* _PROBLEM TO WORK ON_: Once you find the line containing "Extract the road" in the data below, copy it and each following line exactly, up to and including the line containing "Digitize the connectivity", and nothing else.

* _DATA PROVIDED_:
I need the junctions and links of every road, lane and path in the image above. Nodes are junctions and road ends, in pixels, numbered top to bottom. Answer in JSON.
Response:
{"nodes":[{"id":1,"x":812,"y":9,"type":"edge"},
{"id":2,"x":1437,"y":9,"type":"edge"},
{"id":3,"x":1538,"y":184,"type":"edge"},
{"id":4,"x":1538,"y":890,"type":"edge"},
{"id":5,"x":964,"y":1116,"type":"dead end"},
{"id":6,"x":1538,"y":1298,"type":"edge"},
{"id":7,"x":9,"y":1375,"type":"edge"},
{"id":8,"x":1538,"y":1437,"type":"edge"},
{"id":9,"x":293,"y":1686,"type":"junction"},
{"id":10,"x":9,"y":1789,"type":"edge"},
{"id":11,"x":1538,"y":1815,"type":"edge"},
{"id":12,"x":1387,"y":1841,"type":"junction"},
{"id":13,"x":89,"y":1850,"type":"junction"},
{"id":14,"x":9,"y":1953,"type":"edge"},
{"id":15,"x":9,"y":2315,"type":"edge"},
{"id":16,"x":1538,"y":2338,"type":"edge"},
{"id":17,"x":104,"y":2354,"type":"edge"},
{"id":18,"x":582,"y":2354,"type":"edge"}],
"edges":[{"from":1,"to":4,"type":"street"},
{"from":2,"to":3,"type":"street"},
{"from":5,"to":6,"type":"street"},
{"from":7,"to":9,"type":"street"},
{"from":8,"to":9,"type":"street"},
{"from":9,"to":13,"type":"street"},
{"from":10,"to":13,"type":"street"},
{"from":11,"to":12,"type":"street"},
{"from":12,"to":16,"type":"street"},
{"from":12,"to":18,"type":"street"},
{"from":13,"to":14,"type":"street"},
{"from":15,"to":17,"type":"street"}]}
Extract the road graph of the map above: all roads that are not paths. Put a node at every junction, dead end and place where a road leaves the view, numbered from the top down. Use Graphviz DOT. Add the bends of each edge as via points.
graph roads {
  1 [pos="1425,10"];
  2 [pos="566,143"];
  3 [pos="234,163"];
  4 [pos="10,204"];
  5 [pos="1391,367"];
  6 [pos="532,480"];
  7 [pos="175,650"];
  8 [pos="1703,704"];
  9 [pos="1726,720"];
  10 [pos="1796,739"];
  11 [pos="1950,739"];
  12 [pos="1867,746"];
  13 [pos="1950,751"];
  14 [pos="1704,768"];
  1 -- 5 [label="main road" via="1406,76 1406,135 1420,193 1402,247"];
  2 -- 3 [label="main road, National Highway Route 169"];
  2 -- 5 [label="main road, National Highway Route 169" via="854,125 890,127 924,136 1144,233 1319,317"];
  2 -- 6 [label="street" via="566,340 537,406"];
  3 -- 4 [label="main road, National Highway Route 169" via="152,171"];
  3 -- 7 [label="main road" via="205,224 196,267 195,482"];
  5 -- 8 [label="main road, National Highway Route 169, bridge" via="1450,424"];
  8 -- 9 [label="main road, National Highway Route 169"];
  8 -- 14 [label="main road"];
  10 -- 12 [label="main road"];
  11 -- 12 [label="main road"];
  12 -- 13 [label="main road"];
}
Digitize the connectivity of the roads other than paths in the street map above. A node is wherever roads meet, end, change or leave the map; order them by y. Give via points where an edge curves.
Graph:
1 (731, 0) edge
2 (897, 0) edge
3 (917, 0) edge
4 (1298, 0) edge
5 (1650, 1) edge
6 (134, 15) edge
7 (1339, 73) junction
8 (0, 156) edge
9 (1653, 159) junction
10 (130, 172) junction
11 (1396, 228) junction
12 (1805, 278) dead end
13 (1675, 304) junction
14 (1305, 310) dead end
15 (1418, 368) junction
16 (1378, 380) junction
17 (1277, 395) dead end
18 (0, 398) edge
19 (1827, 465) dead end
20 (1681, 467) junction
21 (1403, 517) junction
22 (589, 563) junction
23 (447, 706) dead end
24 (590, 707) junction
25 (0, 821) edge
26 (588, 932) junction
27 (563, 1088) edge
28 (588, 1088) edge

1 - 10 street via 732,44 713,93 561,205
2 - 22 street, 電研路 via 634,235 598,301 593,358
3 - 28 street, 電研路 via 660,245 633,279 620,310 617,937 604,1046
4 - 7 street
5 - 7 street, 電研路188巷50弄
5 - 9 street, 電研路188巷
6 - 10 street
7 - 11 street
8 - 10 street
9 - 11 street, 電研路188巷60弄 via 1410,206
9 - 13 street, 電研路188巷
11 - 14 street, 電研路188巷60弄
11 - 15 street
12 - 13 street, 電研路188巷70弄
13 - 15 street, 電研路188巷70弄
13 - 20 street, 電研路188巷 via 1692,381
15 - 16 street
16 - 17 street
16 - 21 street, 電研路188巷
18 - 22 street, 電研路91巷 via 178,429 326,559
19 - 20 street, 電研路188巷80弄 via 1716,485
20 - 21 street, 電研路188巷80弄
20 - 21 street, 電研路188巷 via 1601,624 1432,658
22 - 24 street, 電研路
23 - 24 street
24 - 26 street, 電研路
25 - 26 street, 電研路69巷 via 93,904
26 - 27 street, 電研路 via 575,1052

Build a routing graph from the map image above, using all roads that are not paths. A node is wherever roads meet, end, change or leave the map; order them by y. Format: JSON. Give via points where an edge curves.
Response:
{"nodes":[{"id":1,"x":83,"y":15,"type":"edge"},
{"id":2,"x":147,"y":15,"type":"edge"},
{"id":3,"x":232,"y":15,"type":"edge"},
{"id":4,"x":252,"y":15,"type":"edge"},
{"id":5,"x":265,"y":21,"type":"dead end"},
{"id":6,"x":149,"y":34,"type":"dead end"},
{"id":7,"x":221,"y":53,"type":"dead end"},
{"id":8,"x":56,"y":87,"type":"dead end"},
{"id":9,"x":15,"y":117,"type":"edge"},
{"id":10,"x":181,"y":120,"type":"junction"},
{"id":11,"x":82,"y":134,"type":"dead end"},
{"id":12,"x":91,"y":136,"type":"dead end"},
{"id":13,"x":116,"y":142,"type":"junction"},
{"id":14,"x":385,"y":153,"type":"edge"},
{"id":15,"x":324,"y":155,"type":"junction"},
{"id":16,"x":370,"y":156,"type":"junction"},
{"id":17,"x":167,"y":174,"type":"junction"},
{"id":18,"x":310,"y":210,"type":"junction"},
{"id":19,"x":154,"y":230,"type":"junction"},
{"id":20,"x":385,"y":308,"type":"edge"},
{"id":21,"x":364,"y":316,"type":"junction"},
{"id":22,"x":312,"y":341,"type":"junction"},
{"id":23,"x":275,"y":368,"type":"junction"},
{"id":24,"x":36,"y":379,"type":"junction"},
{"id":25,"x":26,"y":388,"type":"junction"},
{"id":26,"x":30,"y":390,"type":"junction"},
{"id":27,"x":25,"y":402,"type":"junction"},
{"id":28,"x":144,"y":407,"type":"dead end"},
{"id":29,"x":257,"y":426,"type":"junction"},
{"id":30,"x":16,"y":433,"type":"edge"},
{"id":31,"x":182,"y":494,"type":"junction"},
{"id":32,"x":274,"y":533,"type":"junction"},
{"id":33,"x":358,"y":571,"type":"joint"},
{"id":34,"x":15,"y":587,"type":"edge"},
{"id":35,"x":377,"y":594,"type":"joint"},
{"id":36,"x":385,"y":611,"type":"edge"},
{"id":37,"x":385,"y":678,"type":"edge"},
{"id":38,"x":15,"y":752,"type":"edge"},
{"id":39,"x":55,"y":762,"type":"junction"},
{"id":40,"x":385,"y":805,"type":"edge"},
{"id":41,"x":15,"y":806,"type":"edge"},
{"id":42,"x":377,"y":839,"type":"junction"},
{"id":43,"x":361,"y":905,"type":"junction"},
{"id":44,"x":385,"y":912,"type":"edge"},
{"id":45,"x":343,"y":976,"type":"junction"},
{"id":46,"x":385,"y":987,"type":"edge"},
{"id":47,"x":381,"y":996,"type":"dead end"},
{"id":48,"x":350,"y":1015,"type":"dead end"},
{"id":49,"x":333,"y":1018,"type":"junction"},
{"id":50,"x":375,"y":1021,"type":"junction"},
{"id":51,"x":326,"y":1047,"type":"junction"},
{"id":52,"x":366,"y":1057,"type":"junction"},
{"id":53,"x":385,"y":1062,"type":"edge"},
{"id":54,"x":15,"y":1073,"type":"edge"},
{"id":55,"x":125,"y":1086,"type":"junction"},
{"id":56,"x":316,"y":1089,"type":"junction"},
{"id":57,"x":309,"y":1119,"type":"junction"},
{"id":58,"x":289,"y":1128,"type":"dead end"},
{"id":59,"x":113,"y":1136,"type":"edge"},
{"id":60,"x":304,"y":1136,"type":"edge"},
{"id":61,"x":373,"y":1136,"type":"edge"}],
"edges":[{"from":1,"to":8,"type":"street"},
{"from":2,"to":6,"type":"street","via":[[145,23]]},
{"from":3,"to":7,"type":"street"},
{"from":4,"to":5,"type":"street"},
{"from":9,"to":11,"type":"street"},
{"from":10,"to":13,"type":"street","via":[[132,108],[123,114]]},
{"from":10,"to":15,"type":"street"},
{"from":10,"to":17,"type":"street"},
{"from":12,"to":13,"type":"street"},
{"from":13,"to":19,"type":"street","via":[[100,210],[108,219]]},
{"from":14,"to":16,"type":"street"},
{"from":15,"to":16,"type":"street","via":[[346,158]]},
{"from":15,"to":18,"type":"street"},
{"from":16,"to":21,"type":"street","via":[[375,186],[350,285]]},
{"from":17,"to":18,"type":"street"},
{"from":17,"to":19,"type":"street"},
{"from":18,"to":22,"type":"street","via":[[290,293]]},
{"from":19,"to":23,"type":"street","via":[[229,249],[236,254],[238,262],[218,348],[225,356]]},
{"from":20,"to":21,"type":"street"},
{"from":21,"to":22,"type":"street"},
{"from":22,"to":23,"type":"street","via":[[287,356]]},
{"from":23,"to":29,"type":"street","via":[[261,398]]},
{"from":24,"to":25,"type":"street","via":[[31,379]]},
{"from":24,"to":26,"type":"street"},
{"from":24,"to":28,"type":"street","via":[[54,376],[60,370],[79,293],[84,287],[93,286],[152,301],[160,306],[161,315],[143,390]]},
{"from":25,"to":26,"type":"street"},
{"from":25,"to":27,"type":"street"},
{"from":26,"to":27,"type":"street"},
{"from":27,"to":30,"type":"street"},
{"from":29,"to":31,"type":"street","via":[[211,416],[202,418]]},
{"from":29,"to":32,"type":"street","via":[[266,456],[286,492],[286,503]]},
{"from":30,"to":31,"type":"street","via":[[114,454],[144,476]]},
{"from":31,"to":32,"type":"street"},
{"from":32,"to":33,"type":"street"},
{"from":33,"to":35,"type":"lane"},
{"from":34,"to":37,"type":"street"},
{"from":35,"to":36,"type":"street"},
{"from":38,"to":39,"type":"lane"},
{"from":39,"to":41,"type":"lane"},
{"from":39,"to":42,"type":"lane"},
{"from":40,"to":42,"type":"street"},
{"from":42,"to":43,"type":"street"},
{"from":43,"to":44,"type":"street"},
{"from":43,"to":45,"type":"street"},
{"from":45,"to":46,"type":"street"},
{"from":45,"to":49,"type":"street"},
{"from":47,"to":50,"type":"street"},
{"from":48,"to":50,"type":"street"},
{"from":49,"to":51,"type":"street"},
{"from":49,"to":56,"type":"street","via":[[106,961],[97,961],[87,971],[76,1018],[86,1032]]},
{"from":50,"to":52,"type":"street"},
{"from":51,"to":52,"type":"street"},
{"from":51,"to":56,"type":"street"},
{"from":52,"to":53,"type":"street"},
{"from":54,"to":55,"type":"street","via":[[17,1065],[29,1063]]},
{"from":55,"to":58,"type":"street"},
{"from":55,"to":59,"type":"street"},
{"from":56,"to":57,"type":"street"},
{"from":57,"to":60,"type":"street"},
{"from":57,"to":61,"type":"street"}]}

* _EXPECTED ANSWER_:
Extract the road graph of the map above: all roads that are not paths. Put a node at every junction, dead end and place where a road leaves the view, numbered from the top down. Use Graphviz DOT. Add the bends of each edge as via points.
graph roads {
  1 [pos="1425,10"];
  2 [pos="566,143"];
  3 [pos="234,163"];
  4 [pos="10,204"];
  5 [pos="1391,367"];
  6 [pos="532,480"];
  7 [pos="175,650"];
  8 [pos="1703,704"];
  9 [pos="1726,720"];
  10 [pos="1796,739"];
  11 [pos="1950,739"];
  12 [pos="1867,746"];
  13 [pos="1950,751"];
  14 [pos="1704,768"];
  1 -- 5 [label="main road" via="1406,76 1406,135 1420,193 1402,247"];
  2 -- 3 [label="main road, National Highway Route 169"];
  2 -- 5 [label="main road, National Highway Route 169" via="854,125 890,127 924,136 1144,233 1319,317"];
  2 -- 6 [label="street" via="566,340 537,406"];
  3 -- 4 [label="main road, National Highway Route 169" via="152,171"];
  3 -- 7 [label="main road" via="205,224 196,267 195,482"];
  5 -- 8 [label="main road, National Highway Route 169, bridge" via="1450,424"];
  8 -- 9 [label="main road, National Highway Route 169"];
  8 -- 14 [label="main road"];
  10 -- 12 [label="main road"];
  11 -- 12 [label="main road"];
  12 -- 13 [label="main road"];
}
Digitize the connectivity of the roads other than paths in the street map above. A node is wherever roads meet, end, change or leave the map; order them by y. Give via points where an edge curves.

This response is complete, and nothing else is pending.